NetZero followed up on previously announced plans to expand its mobile broadband service offering across Sprint’s CDMA-based 3G network. The expansion comes with the implementation of a five-year deal signed between the two parties last summer that is set to eventually include access to the Sprint’s LTE network.

NetZero’s initial service offering, which was launched in early 2012, included access across Clearwire’s WiMAX network. NetZero continues to offer no-contract plans beginning at free for 200 megabytes of data per month for one year. Customers will then have to select one of NetZero’s per-month plans that begin at $10 for 500 Mb of data, $20 for two gigabytes, $35 for 4 GB or $50 for 8 GB. Customers that initially select a rate plan beginning at $20 per month can also pick up a required USB modem or wireless hotspot for half price.

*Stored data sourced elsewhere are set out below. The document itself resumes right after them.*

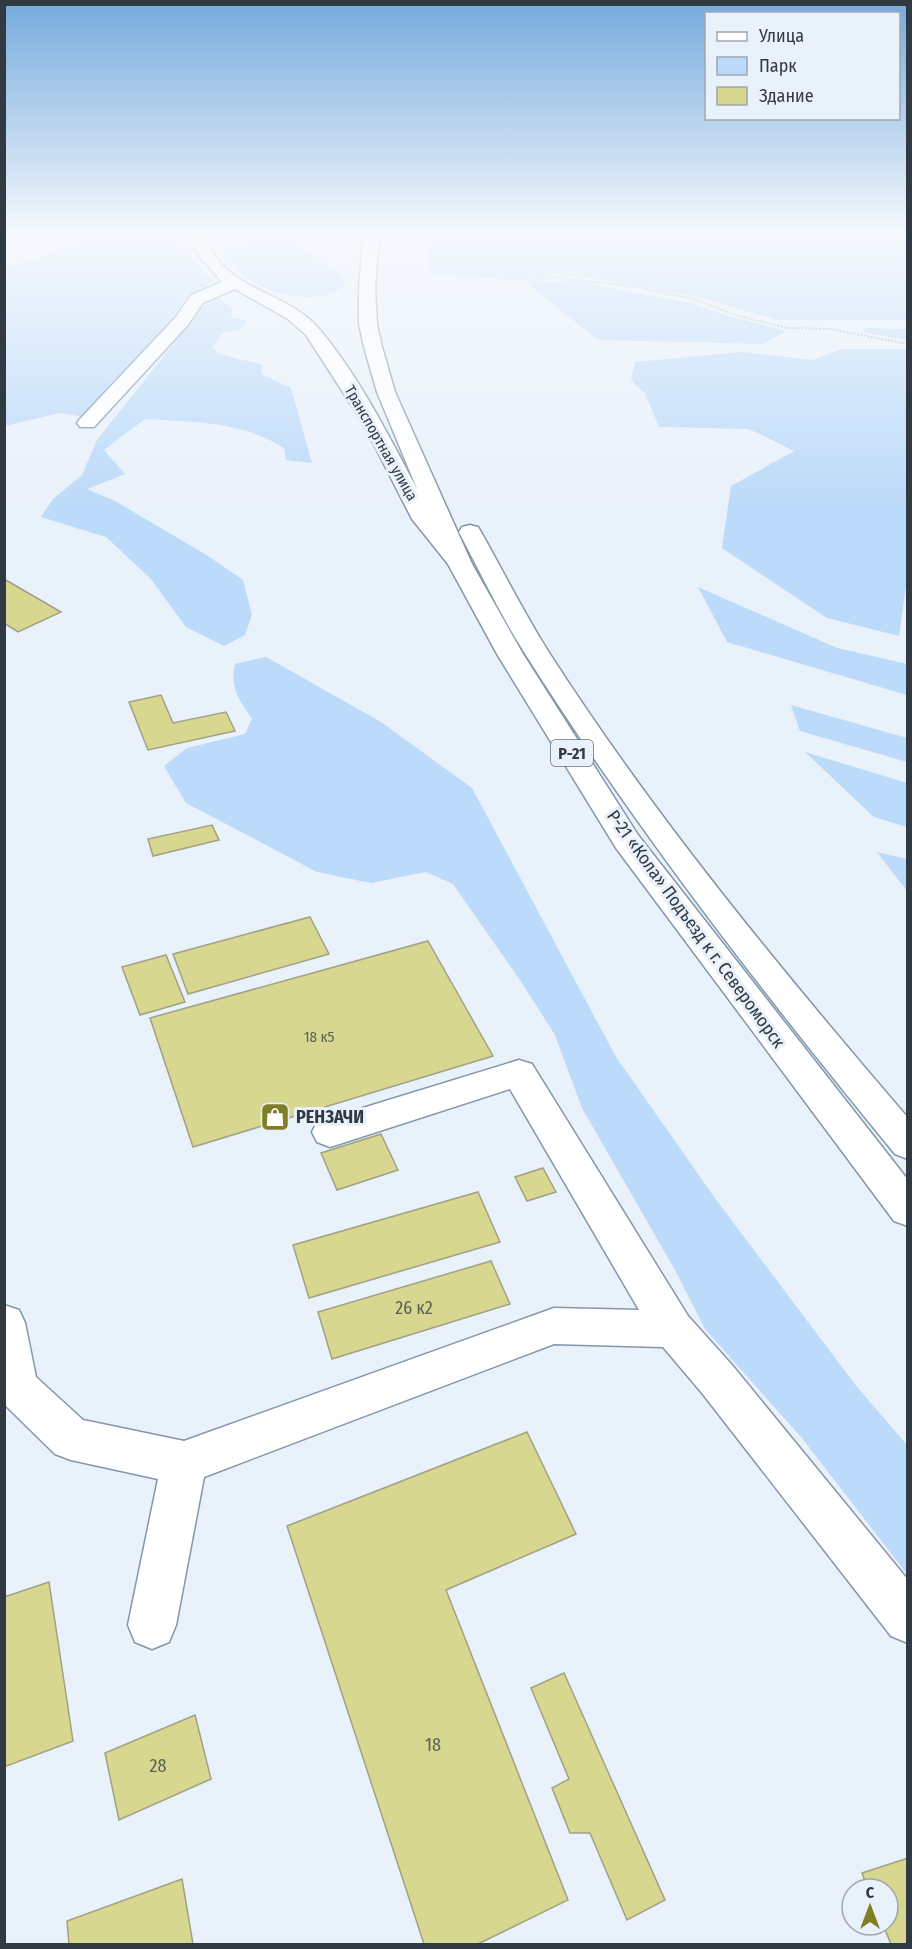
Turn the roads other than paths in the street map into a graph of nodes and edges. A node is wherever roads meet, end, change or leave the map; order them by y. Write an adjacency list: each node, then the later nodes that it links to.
1 (178, 325): 5 (main road)
2 (305, 325): 6 (main road, Транспортная улица)
3 (369, 325): 6 (main road, Р-21 «Кола» Подъезд к г. Североморск / Р-21)
4 (388, 325): 8 (main road, Р-21 «Кола» Подъезд к г. Североморск / Р-21)
5 (87, 423)
6 (460, 564): 9 (main road, Р-21 «Кола» Подъезд к г. Североморск / Р-21)
7 (330, 1132): 11 (main road)
8 (908, 1144)
9 (908, 1210)
10 (4, 1323): 12 (main road)
11 (673, 1329): 12 (main road); 13 (main road)
12 (184, 1463): 14 (main road)
13 (908, 1619)
14 (152, 1625)

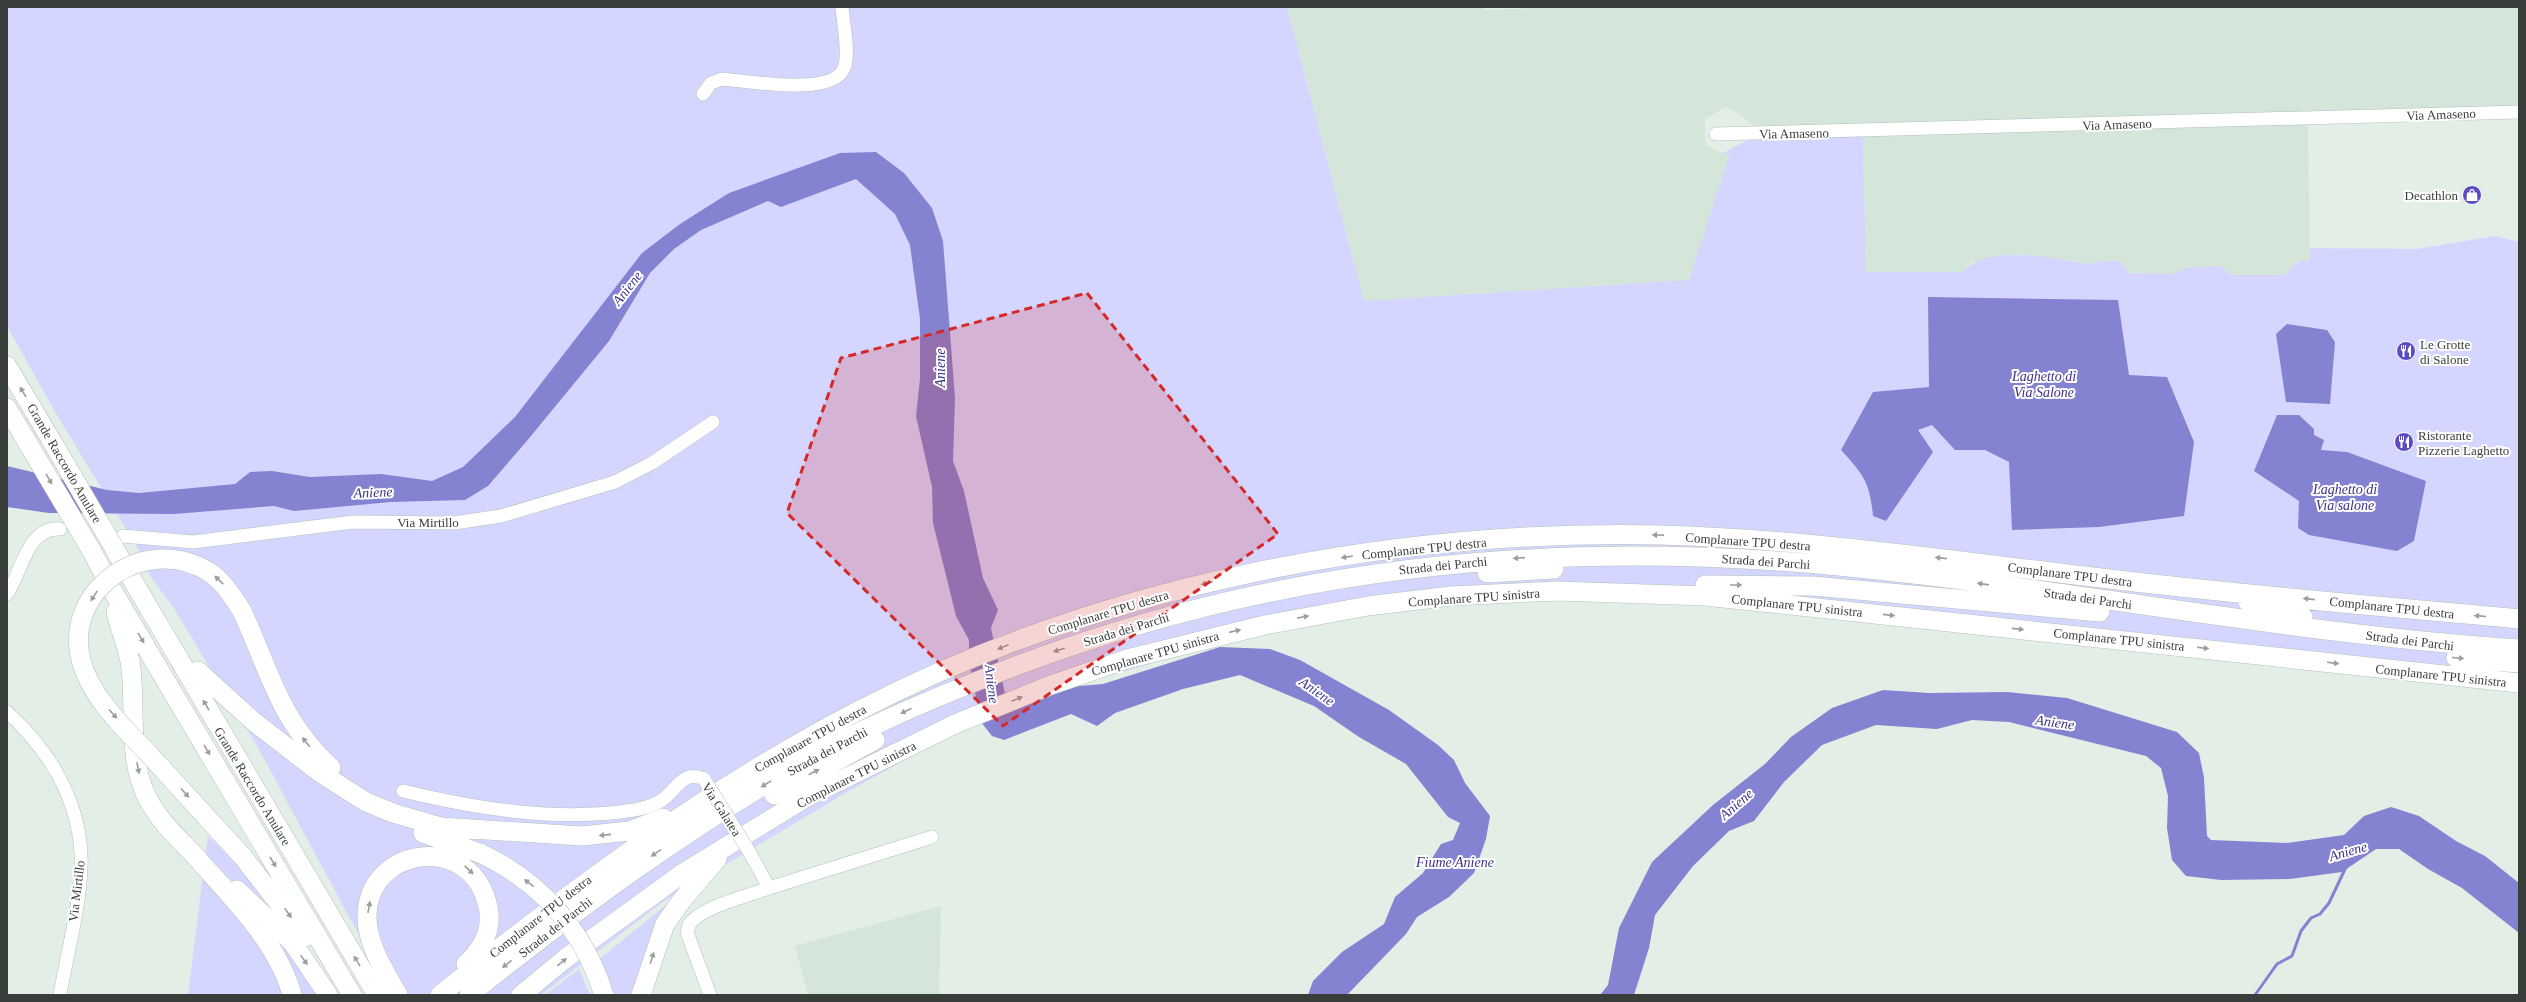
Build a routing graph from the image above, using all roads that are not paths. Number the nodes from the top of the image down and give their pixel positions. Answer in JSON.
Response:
{"nodes":[{"id":1,"x":842,"y":7,"type":"edge"},
{"id":2,"x":703,"y":94,"type":"dead end"},
{"id":3,"x":2519,"y":112,"type":"edge"},
{"id":4,"x":1716,"y":134,"type":"dead end"},
{"id":5,"x":7,"y":366,"type":"edge"},
{"id":6,"x":7,"y":408,"type":"edge"},
{"id":7,"x":713,"y":422,"type":"dead end"},
{"id":8,"x":60,"y":529,"type":"dead end"},
{"id":9,"x":122,"y":555,"type":"junction"},
{"id":10,"x":2160,"y":584,"type":"junction"},
{"id":11,"x":110,"y":585,"type":"junction"},
{"id":12,"x":1557,"y":591,"type":"junction"},
{"id":13,"x":7,"y":594,"type":"edge"},
{"id":14,"x":1259,"y":600,"type":"junction"},
{"id":15,"x":2100,"y":612,"type":"junction"},
{"id":16,"x":2519,"y":619,"type":"edge"},
{"id":17,"x":169,"y":643,"type":"junction"},
{"id":18,"x":2452,"y":645,"type":"junction"},
{"id":19,"x":2519,"y":649,"type":"edge"},
{"id":20,"x":2519,"y":663,"type":"edge"},
{"id":21,"x":198,"y":671,"type":"junction"},
{"id":22,"x":2519,"y":683,"type":"edge"},
{"id":23,"x":945,"y":701,"type":"junction"},
{"id":24,"x":7,"y":712,"type":"edge"},
{"id":25,"x":754,"y":768,"type":"junction"},
{"id":26,"x":403,"y":791,"type":"dead end"},
{"id":27,"x":488,"y":829,"type":"junction"},
{"id":28,"x":932,"y":837,"type":"dead end"},
{"id":29,"x":733,"y":842,"type":"junction"},
{"id":30,"x":196,"y":857,"type":"junction"},
{"id":31,"x":769,"y":888,"type":"junction"},
{"id":32,"x":331,"y":959,"type":"junction"},
{"id":33,"x":441,"y":994,"type":"edge"},
{"id":34,"x":60,"y":995,"type":"edge"},
{"id":35,"x":292,"y":995,"type":"edge"},
{"id":36,"x":328,"y":995,"type":"edge"},
{"id":37,"x":352,"y":995,"type":"edge"},
{"id":38,"x":377,"y":995,"type":"edge"},
{"id":39,"x":398,"y":995,"type":"edge"},
{"id":40,"x":469,"y":995,"type":"edge"},
{"id":41,"x":490,"y":995,"type":"edge"},
{"id":42,"x":521,"y":995,"type":"edge"},
{"id":43,"x":604,"y":995,"type":"edge"},
{"id":44,"x":641,"y":995,"type":"edge"},
{"id":45,"x":710,"y":995,"type":"edge"}],
"edges":[{"from":1,"to":2,"type":"street"},
{"from":3,"to":4,"type":"street","name":"Via Amaseno"},
{"from":9,"to":5,"type":"highway","name":"Grande Raccordo Anulare","one_way":true,"bridge":true},
{"from":6,"to":11,"type":"highway","name":"Grande Raccordo Anulare","one_way":true,"bridge":true},
{"from":7,"to":9,"type":"street","name":"Via Mirtillo"},
{"from":8,"to":13,"type":"street"},
{"from":9,"to":17,"type":"highway","name":"Grande Raccordo Anulare"},
{"from":16,"to":10,"type":"highway","name":"Complanare TPU destra","one_way":true},
{"from":10,"to":18,"type":"highway"},
{"from":10,"to":25,"type":"highway","name":"Complanare TPU destra","one_way":true},
{"from":11,"to":30,"type":"highway","one_way":true},
{"from":11,"to":32,"type":"highway","name":"Grande Raccordo Anulare","one_way":true},
{"from":12,"to":15,"type":"highway","one_way":true},
{"from":12,"to":22,"type":"highway","name":"Complanare TPU sinistra","one_way":true},
{"from":29,"to":12,"type":"highway","name":"Complanare TPU sinistra","one_way":true},
{"from":14,"to":15,"type":"highway","name":"Strada dei Parchi"},
{"from":18,"to":14,"type":"highway","name":"Strada dei Parchi","one_way":true},
{"from":14,"to":23,"type":"highway","name":"Strada dei Parchi"},
{"from":15,"to":20,"type":"highway","name":"Strada dei Parchi","one_way":true},
{"from":17,"to":21,"type":"highway"},
{"from":38,"to":17,"type":"highway","name":"Grande Raccordo Anulare","one_way":true},
{"from":18,"to":19,"type":"highway","name":"Strada dei Parchi"},
{"from":21,"to":27,"type":"highway"},
{"from":43,"to":21,"type":"highway","one_way":true,"bridge":true},
{"from":23,"to":40,"type":"highway","name":"Strada dei Parchi","one_way":true},
{"from":41,"to":23,"type":"highway","name":"Strada dei Parchi","one_way":true},
{"from":24,"to":34,"type":"street","name":"Via Mirtillo"},
{"from":25,"to":27,"type":"highway","one_way":true},
{"from":25,"to":33,"type":"highway","name":"Complanare TPU destra"},
{"from":26,"to":31,"type":"street","name":"Via Galatea","bridge":true},
{"from":27,"to":32,"type":"highway","one_way":true,"bridge":true},
{"from":28,"to":31,"type":"street"},
{"from":42,"to":29,"type":"highway","name":"Complanare TPU sinistra","one_way":true},
{"from":44,"to":29,"type":"highway","one_way":true},
{"from":30,"to":35,"type":"highway"},
{"from":30,"to":36,"type":"highway","one_way":true},
{"from":31,"to":45,"type":"street"},
{"from":32,"to":37,"type":"highway","name":"Grande Raccordo Anulare"},
{"from":39,"to":33,"type":"highway","one_way":true}]}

The addition of Sprint’s 3G network expands NetZero’s coverage to approximately 276 million potential customers compared with the approximately 129 million pops covered by Clearwire’s WiMAX network. Clearwire, which was fully acquired by Sprint last summer, stopped expansion of its WiMAX offering to focus efforts on deploying LTE services. Sprint has said it plans to continue those expansion efforts as part of its Spark program.

Netzero coverage map
NetZero’s WiMAX coverage map

NetZero said it plans to begin tapping into Sprint’s LTE service during the third quarter. Sprint’s current LTE service runs across the carrier’s 1.9 GHz spectrum holdings, with total coverage recently surpassing 200 million pops. Sprint plans to add LTE support in the 800 MHz band, which should further expand coverage as well as folding in Clearwire’s vast 2.5 GHz spectrum to bolster speeds.

The expanded coverage comes at a critical time for NetZero as a number of other players have entered the low-cost mobile broadband space in recent months. Those players include FreedomPop, Republic Wireless and Scratch Wireless. The Republic Wireless and Scratch Wireless services are focused on smartphones and include voice calling, while FreedomPop is catering to both the smartphone and mobile broadband crowd.

Even Sprint got involved for a limited time with “free” wireless services, offering a deal through big-box retailer Best Buy targeting students. That program ran through the holiday season and was discontinued on Jan. 4.